I'll look at your notes, thank you, and work out my next move. I'll let you know how I get on too.
I know (well think) I have to get noindex, follow for 'sorted' category pages...
all the best, Mark.
-
Hi Mike
The crawl has now completed, thank you. I think the results will keep me occupied
all the best, Mark.
-
Hi Mark,
Sorry it's taking a while to crawl your new site.

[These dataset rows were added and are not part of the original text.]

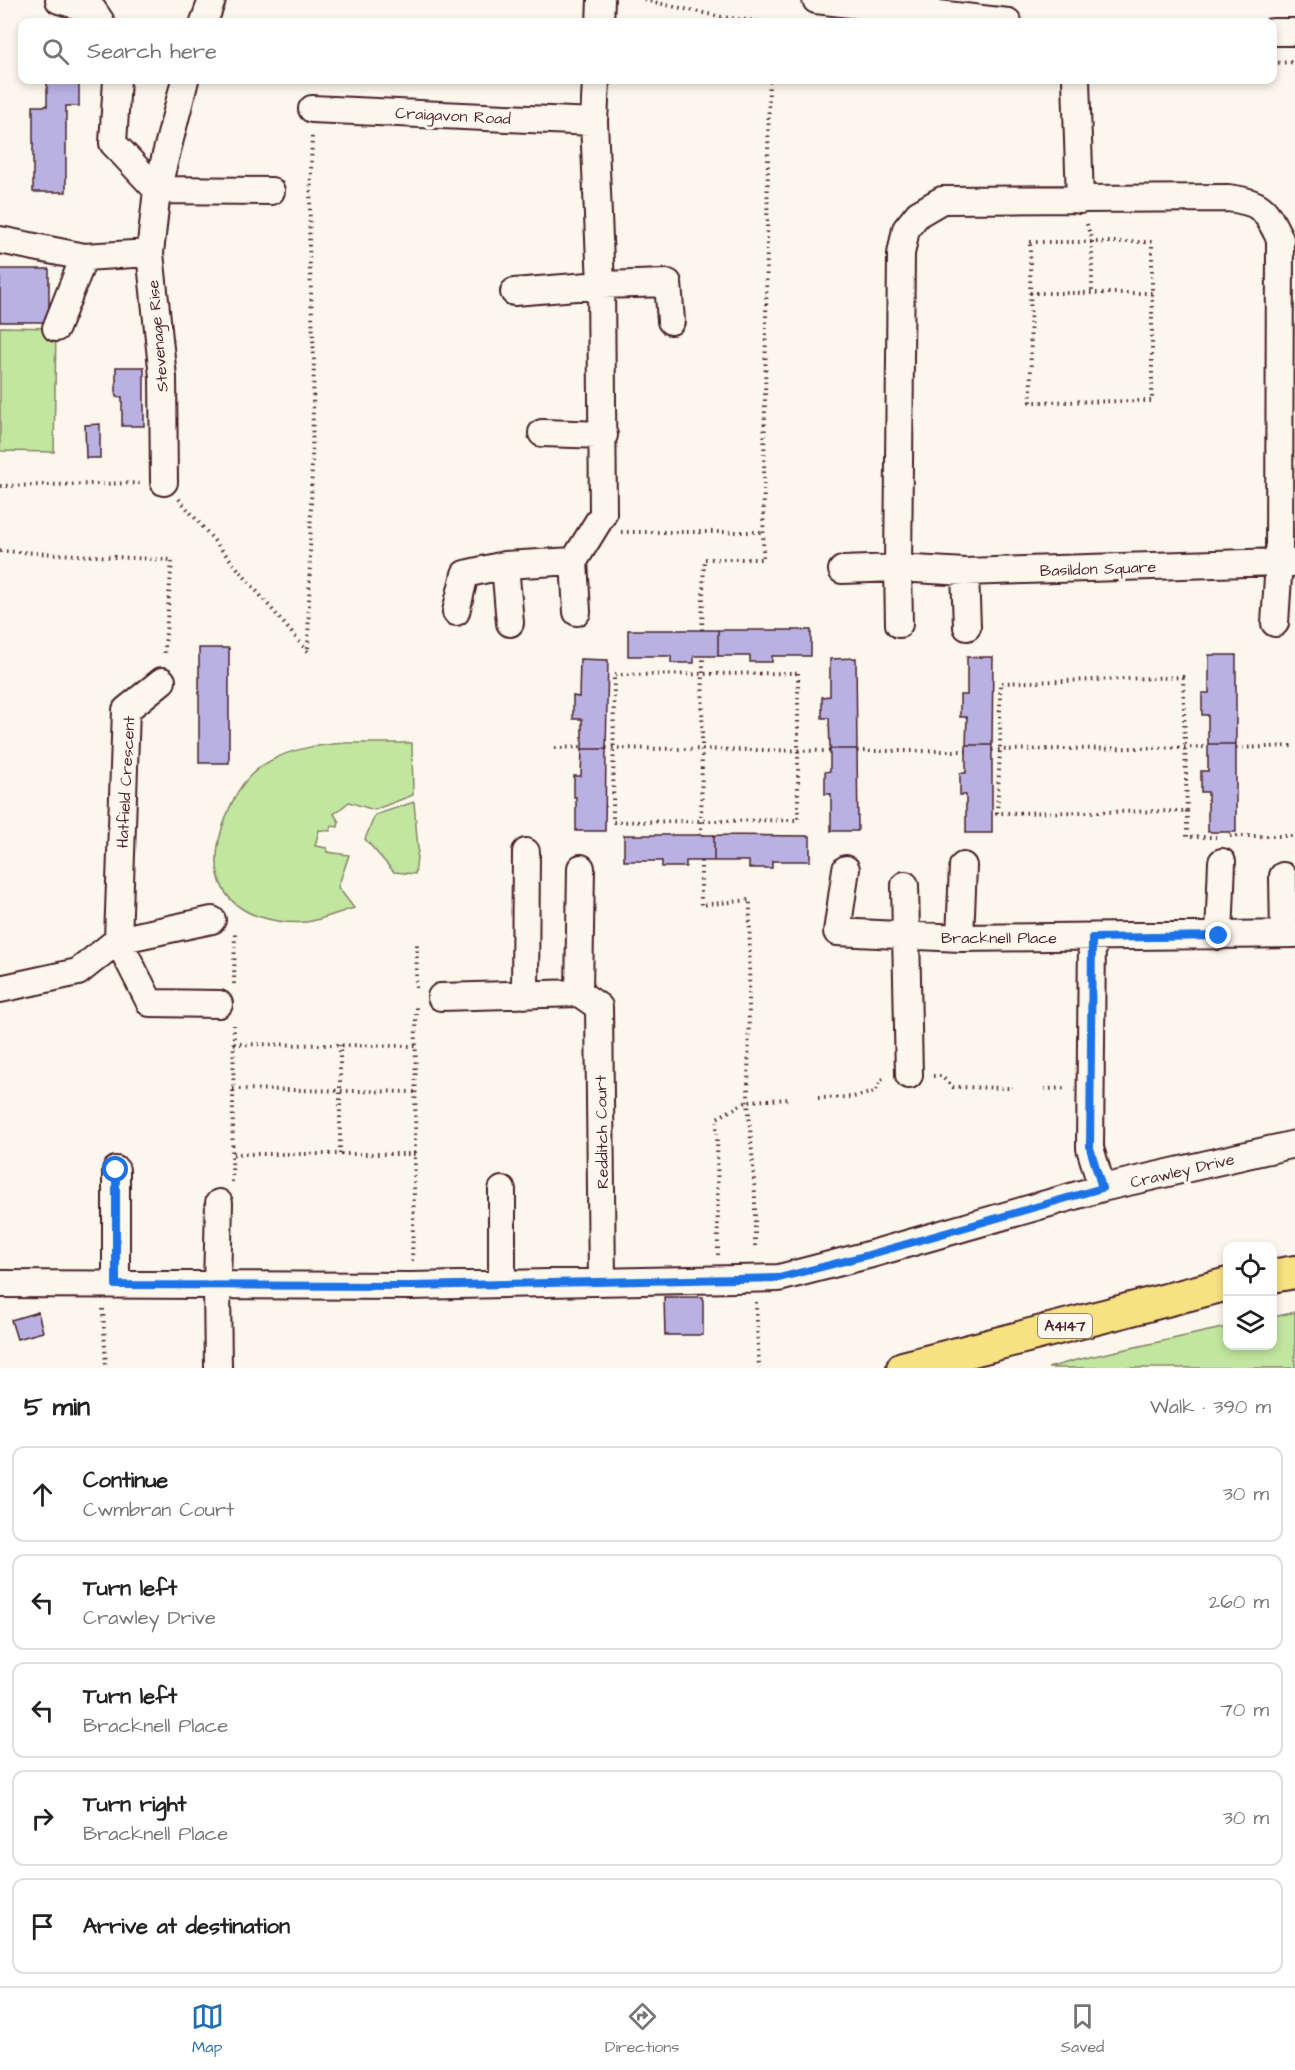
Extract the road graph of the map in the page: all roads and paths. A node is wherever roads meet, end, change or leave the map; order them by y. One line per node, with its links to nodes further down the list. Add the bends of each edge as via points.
1 (59, 0): 6 (street, via 93,10)
2 (212, 0): 7 (street)
3 (601, 0): 8 (street)
4 (644, 0): 9 (path)
5 (816, 0): 10 (street)
6 (98, 18)
7 (205, 18)
8 (600, 18)
9 (730, 18)
10 (973, 18)
11 (1277, 32): 12 (street)
12 (1295, 32)
13 (1295, 62): 14 (path)
14 (1277, 63)
15 (117, 84): 22 (street, via 113,143)
16 (184, 84): 22 (street, Stevenage Rise)
17 (596, 84): 21 (street)
18 (769, 84): 41 (path)
19 (1076, 84): 24 (street)
20 (312, 109): 21 (street, Craigavon Road); 38 (path, via 309,245 314,361 308,652)
21 (594, 122): 29 (street)
22 (158, 190): 23 (street); 27 (street, Stevenage Rise)
23 (271, 191)
24 (1080, 200): 44 (street, via 1228,198 1251,201 1266,212 1281,240); 46 (street, via 942,200 918,214 906,229 901,254)
25 (0, 240): 28 (street)
26 (1092, 242): 31 (path, via 1030,243); 32 (path); 33 (path, via 1152,242)
27 (150, 253): 28 (street); 38 (street, Stevenage Rise, via 163,377)
28 (84, 257): 35 (street)
29 (602, 285): 30 (street); 34 (street, via 668,283); 37 (street)
30 (514, 292)
31 (1030, 293): 32 (path); 33 (path, via 1030,402 1042,402 1152,401)
32 (1092, 293): 33 (path)
33 (1152, 293)
34 (672, 321)
35 (56, 328)
36 (542, 433): 37 (street)
37 (604, 435): 40 (street, via 603,514)
38 (164, 482): 39 (path)
39 (0, 486)
40 (590, 532): 41 (path); 43 (street)
41 (763, 532): 55 (path, via 763,559 704,559)
42 (0, 551): 58 (path, via 172,560)
43 (574, 561): 45 (street); 50 (street)
44 (1287, 563): 48 (street, Basildon Square); 52 (street)
45 (505, 566): 49 (street, via 465,574); 51 (street)
46 (898, 568): 47 (street, Basildon Square); 48 (street, Basildon Square); 53 (street)
47 (842, 570)
48 (965, 572): 54 (street)
49 (456, 612)
50 (577, 612)
51 (510, 623)
52 (1275, 623)
53 (899, 624)
54 (967, 627)
55 (702, 630)
56 (703, 656): 57 (path)
57 (702, 674): 65 (path, via 614,675); 67 (path); 68 (path, via 798,673)
58 (162, 681): 92 (street, Hatfield Crescent, via 126,710)
59 (1295, 746): 66 (path)
60 (582, 747): 63 (path)
61 (1186, 747): 62 (path); 70 (path); 70 (path, via 1183,677 1000,683); 74 (path)
62 (1208, 747)
63 (555, 748)
64 (606, 748): 65 (path)
65 (614, 748): 67 (path); 75 (path, via 613,822)
66 (1236, 748)
67 (701, 749): 68 (path); 75 (path)
68 (798, 750): 71 (path); 75 (path, via 798,820)
69 (992, 750): 70 (path)
70 (1000, 750): 74 (path, via 997,813)
71 (830, 751)
72 (857, 751): 73 (path)
73 (966, 751)
74 (1187, 811): 77 (path, via 1187,837)
75 (700, 822): 76 (path)
76 (701, 835)
77 (1295, 836)
78 (526, 852): 96 (street)
79 (701, 861): 107 (path, via 701,905 750,900)
80 (1222, 862): 89 (street)
81 (963, 866): 90 (street)
82 (581, 868): 95 (street)
83 (846, 869): 88 (street, Bracknell Place, via 837,932)
84 (1283, 876): 87 (street)
85 (905, 885): 88 (street)
86 (212, 920): 92 (street); 98 (path, via 235,921)
87 (1290, 934): 89 (street, Bracknell Place)
88 (907, 935): 90 (street, Bracknell Place); 102 (street)
89 (1219, 936): 91 (street, Bracknell Place)
90 (960, 938): 91 (street, Bracknell Place)
91 (1092, 938): 113 (street, via 1090,1148)
92 (118, 940): 94 (street, via 78,972); 98 (street, Hatfield Crescent, via 150,1003)
93 (417, 944): 101 (path)
94 (0, 989)
95 (579, 993): 96 (street); 120 (street, Redditch Court, via 599,1007)
96 (525, 995): 97 (street)
97 (441, 998)
98 (229, 1005): 99 (path)
99 (234, 1044): 100 (path); 103 (path)
100 (340, 1045): 101 (path); 104 (path)
101 (416, 1046): 105 (path)
102 (909, 1075)
103 (233, 1089): 104 (path); 109 (path)
104 (341, 1091): 105 (path); 110 (path)
105 (415, 1092): 111 (path)
106 (790, 1099): 107 (path)
107 (748, 1101): 116 (path, via 755,1192); 119 (path, via 717,1119)
108 (1295, 1144): 113 (street, Crawley Drive)
109 (232, 1154): 110 (path); 115 (path)
110 (340, 1154): 111 (path)
111 (415, 1154): 126 (path)
112 (116, 1170): 123 (street)
113 (1102, 1188): 119 (street, Crawley Drive, via 779,1278)
114 (502, 1190): 122 (street)
115 (226, 1194): 125 (street)
116 (754, 1249)
117 (1295, 1272): 118 (main road)
118 (1277, 1275)
119 (718, 1280): 120 (street, Crawley Drive)
120 (603, 1281): 122 (street, Crawley Drive)
121 (0, 1284): 123 (street, Crawley Drive)
122 (502, 1284): 126 (street, Crawley Drive)
123 (109, 1285): 125 (street, Crawley Drive); 128 (path)
124 (1223, 1285): 131 (main road, A4147)
125 (217, 1286): 126 (street, Crawley Drive); 129 (street)
126 (411, 1286)
127 (756, 1300): 130 (path)
128 (106, 1368)
129 (219, 1368)
130 (759, 1368)
131 (903, 1368)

While I'm not exactly sure what the delay is, one of the possible reasons is through your robots.txt. Here's what I see in a short snippet from your robots.txt:
# Crawlers Setup User-agent: * Crawl-delay: 30 # Allowable Index Allow: /*?p= Allow: /index.php/blog/ Allow: /catalog/seo_sitemap/category/ Allow: /catalogsearch/result/ Allow: /media/ # Directories Disallow: /404/ Disallow: /app/ Disallow: /cgi-bin/ Disallow: /downloader/ Disallow: /errors/ Disallow: /includes/ Disallow: /js/ Disallow: /lib/ Disallow: /magento/ Disallow: /pkginfo/ Disallow: /report/ From here, the formatting looks a little awkward. What's going on is that you're telling Roger bot to only look at these:
Allowable Index
Allow: /*?p=
Allow: /index.php/blog/
Allow: /catalog/seo_sitemap/category/
Allow: /catalogsearch/result/
Allow: /media/While the syntax is OK, not every crawler out there will follow the allow directive. Here's an example something you can use.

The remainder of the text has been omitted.